COVINS and COVINS-G

Executive Summary

COVINS is a centralized collaborative visual-inertial SLAM system. Each agent runs visual-inertial odometry onboard and sends selected map information to a server backend. The backend performs place recognition, global optimization, map merging, redundancy reduction, and multi-agent 3D mapping. The design prioritizes scalable collaboration for large environments and teams of more than ten agents while preserving onboard autonomy.

COVINS-G generalizes the backend so it can work with arbitrary VIO front ends, including tracking cameras and different VIO systems. The key tradeoff is that COVINS-G uses a more generic keyframe/pose interface and multi-camera relative pose estimation from 2D image data, but it does not use map points in the backend and therefore cannot run the same global bundle adjustment as the original COVINS backend.

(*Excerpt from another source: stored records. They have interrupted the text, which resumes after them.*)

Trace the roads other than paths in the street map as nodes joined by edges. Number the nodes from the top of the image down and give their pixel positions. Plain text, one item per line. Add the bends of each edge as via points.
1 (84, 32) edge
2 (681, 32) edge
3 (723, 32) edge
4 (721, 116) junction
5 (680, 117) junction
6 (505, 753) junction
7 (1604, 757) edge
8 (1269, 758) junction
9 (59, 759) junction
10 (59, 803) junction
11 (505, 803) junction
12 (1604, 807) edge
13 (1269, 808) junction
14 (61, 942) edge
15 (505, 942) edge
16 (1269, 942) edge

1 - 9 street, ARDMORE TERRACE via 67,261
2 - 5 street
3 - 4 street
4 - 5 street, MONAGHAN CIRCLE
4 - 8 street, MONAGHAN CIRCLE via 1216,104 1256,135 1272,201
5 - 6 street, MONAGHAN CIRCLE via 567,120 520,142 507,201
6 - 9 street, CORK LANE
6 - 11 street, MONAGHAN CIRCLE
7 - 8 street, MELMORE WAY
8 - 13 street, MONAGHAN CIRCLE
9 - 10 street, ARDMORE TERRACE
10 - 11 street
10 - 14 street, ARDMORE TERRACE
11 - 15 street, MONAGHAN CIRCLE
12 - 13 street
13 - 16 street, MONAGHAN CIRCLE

This page treats the pair as a practical centralized collaborative SLAM pattern, complementary to decentralized systems such as Kimera-Multi and D2SLAM.

Method Class

Centralized collaborative visual-inertial SLAM.
Multi-agent server backend for map merging and optimization.
ORB-SLAM3-oriented original system plus generic VIO backend extension.
Place recognition and relative pose estimation for inter-agent loop closures.
Multi-agent 3D mapping and keyframe redundancy management.

Method Summary

The COVINS paradigm is:

text

agent 1 VIO  \
agent 2 VIO   -> COVINS server backend -> global collaborative map
agent N VIO  /

Agents perform local tracking onboard so they remain autonomous. The server receives selected keyframes and map data, detects overlaps between agents, estimates relative constraints, optimizes the joint map, and reduces redundancy.

COVINS-G changes the interface:

text

arbitrary VIO / tracking camera / VINS-Fusion / ORB-SLAM3
  -> generic front-end wrapper
  -> COVINS-G server backend

This makes the backend easier to integrate with heterogeneous robots. The cost is reduced access to front-end-specific map-point structure, so the generic backend relies on pose/keyframe information and image-based relative pose estimation rather than full map-point global BA.

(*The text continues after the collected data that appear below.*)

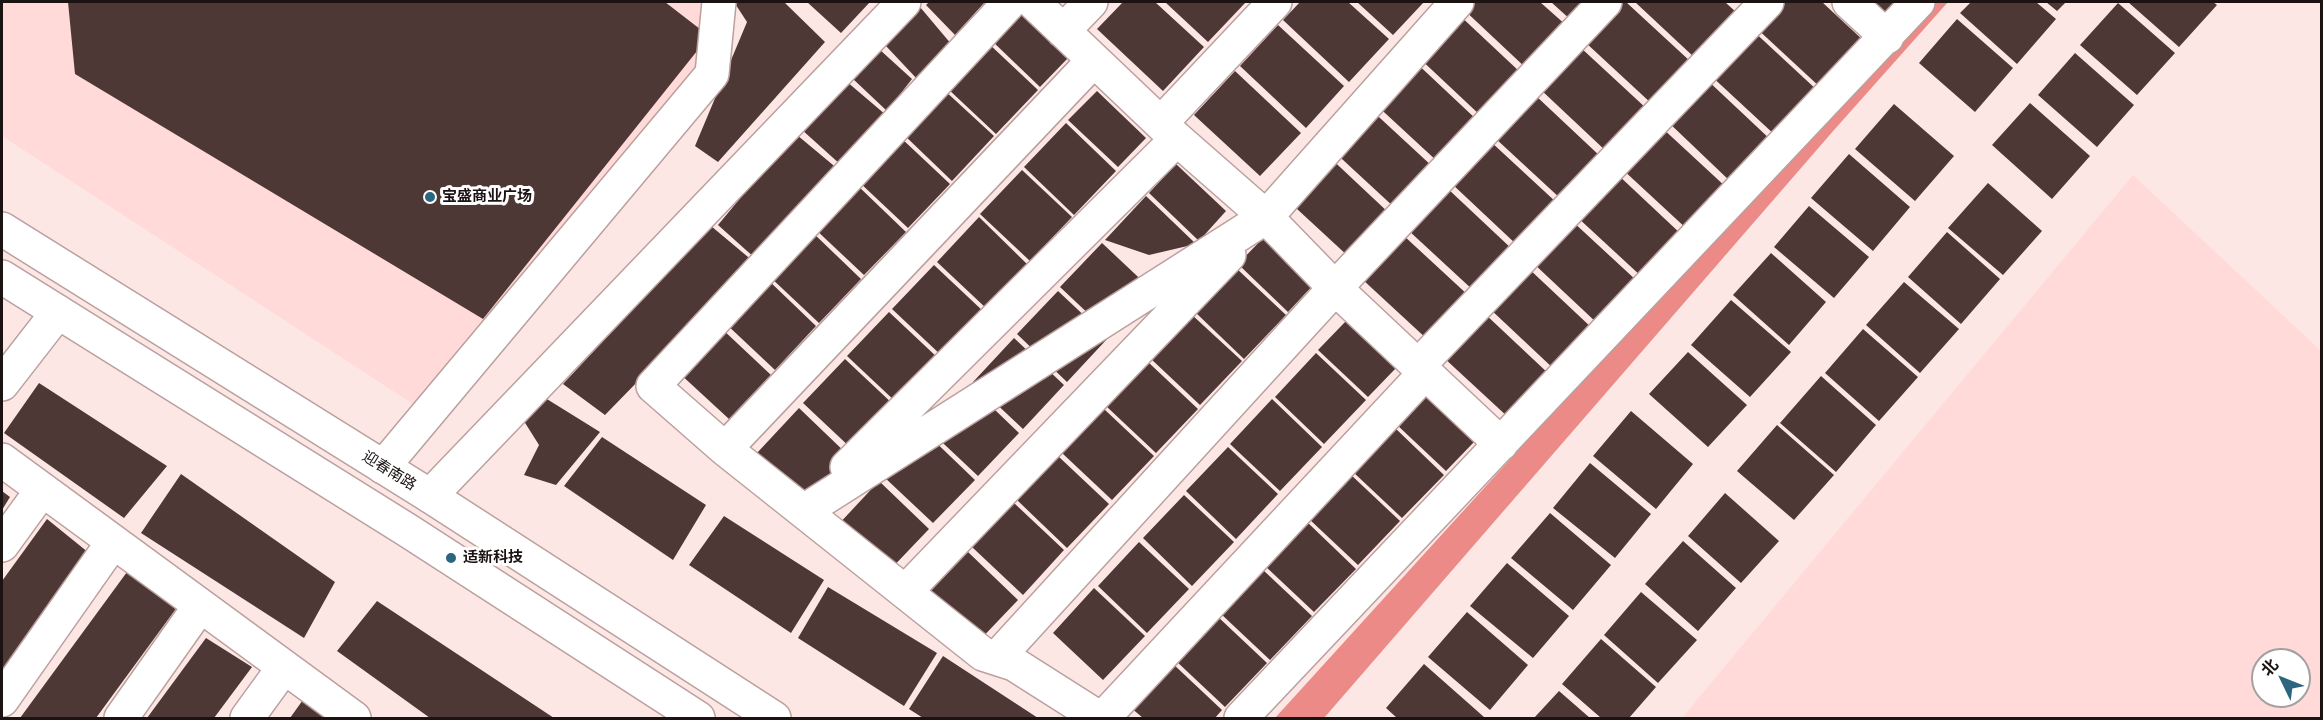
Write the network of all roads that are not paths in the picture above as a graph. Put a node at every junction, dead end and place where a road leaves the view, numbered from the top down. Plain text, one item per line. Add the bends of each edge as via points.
1 (719, 2) edge
2 (903, 2) edge
3 (1010, 2) edge
4 (1033, 2) edge
5 (1091, 2) edge
6 (1275, 2) edge
7 (1457, 2) edge
8 (1605, 2) edge
9 (1767, 2) edge
10 (1849, 2) edge
11 (1918, 2) edge
12 (1063, 31) junction
13 (1887, 37) junction
14 (1094, 60) junction
15 (1169, 131) junction
16 (1266, 217) junction
17 (2, 229) edge
18 (2, 277) edge
19 (1335, 288) junction
20 (58, 312) junction
21 (1422, 369) junction
22 (2, 384) edge
23 (1501, 444) junction
24 (725, 449) junction
25 (2, 460) edge
26 (383, 466) junction
27 (42, 490) junction
28 (430, 496) junction
29 (804, 511) junction
30 (112, 542) junction
31 (2, 545) edge
32 (905, 592) junction
33 (200, 606) junction
34 (997, 658) junction
35 (284, 667) junction
36 (2, 700) edge
37 (121, 718) edge
38 (247, 718) edge
39 (354, 718) edge
40 (698, 718) edge
41 (774, 718) edge
42 (1101, 718) edge
43 (1241, 718) edge

1 - 26 street via 712,74
2 - 28 street
3 - 24 street via 653,386
4 - 12 street
5 - 12 street
6 - 15 street
7 - 16 street
8 - 19 street
9 - 21 street
10 - 13 street
11 - 13 street
12 - 14 street
13 - 23 street
14 - 15 street
14 - 24 street
15 - 16 street
15 - 29 street
16 - 19 street
16 - 29 street
16 - 32 street
17 - 26 street, 迎春南路
18 - 20 street
19 - 21 street
19 - 34 street
20 - 22 street
20 - 40 street via 408,530
21 - 23 street
21 - 42 street
23 - 43 street
24 - 29 street
25 - 27 street
26 - 28 street, 迎春南路
27 - 30 street
27 - 31 street
28 - 41 street, 迎春南路
29 - 32 street
30 - 33 street
30 - 36 street
32 - 34 street via 983,654
33 - 35 street
33 - 37 street
34 - 42 street via 1014,664
35 - 38 street
35 - 39 street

Factor and State Representation

Original COVINS state:

text

X_i^a: keyframe pose for agent a
L_k: visual map point, for front ends that expose map points

Factors:

text

visual-inertial local constraints from each agent
map-point reprojection / bundle adjustment constraints
intra-agent loop closure constraints
inter-agent loop closure constraints
priors / gauge-fixing constraints

COVINS-G generic state:

text

X_i^a: keyframe pose from arbitrary VIO
image observations / features for relative pose estimation

COVINS-G backend constraints:

text

relative pose edge between keyframes
estimated by multi-camera relative pose from 2D data

The practical distinction:

COVINS: more tightly coupled to ORB-SLAM3-style map data; can perform more accurate global bundle adjustment when map points are available.
COVINS-G: more flexible across front ends; no backend GBA because map points are not utilized in the generic backend.

Front-End Mechanics

Onboard VIO. Each agent runs an independent local VIO or tracking-camera estimator.
Communication start. Agents wait until enough keyframes exist before sending data to reduce initialization failures.
Keyframe upload. Selected keyframes, descriptors, poses, and optional map data are sent to the server.
Place recognition. The backend searches for overlaps between agents and sessions.
Relative pose estimation. COVINS-G uses multi-camera relative pose estimation and geometric verification from image data.
Map merging. Once a valid inter-agent transform exists, the server merges maps into a common reference frame.
Redundancy reduction. Duplicate or weak keyframes are removed to keep the joint map efficient.

Back-End Mechanics

The centralized backend solves a joint estimation problem:

text

min_X,L local VIO/map residuals
      + loop closure residuals
      + inter-agent relative pose residuals
      + optional map-point BA residuals

COVINS runs this on a powerful local PC or remote server. This reduces onboard compute and makes global optimization easier to supervise, but it creates a dependence on server availability and network connectivity.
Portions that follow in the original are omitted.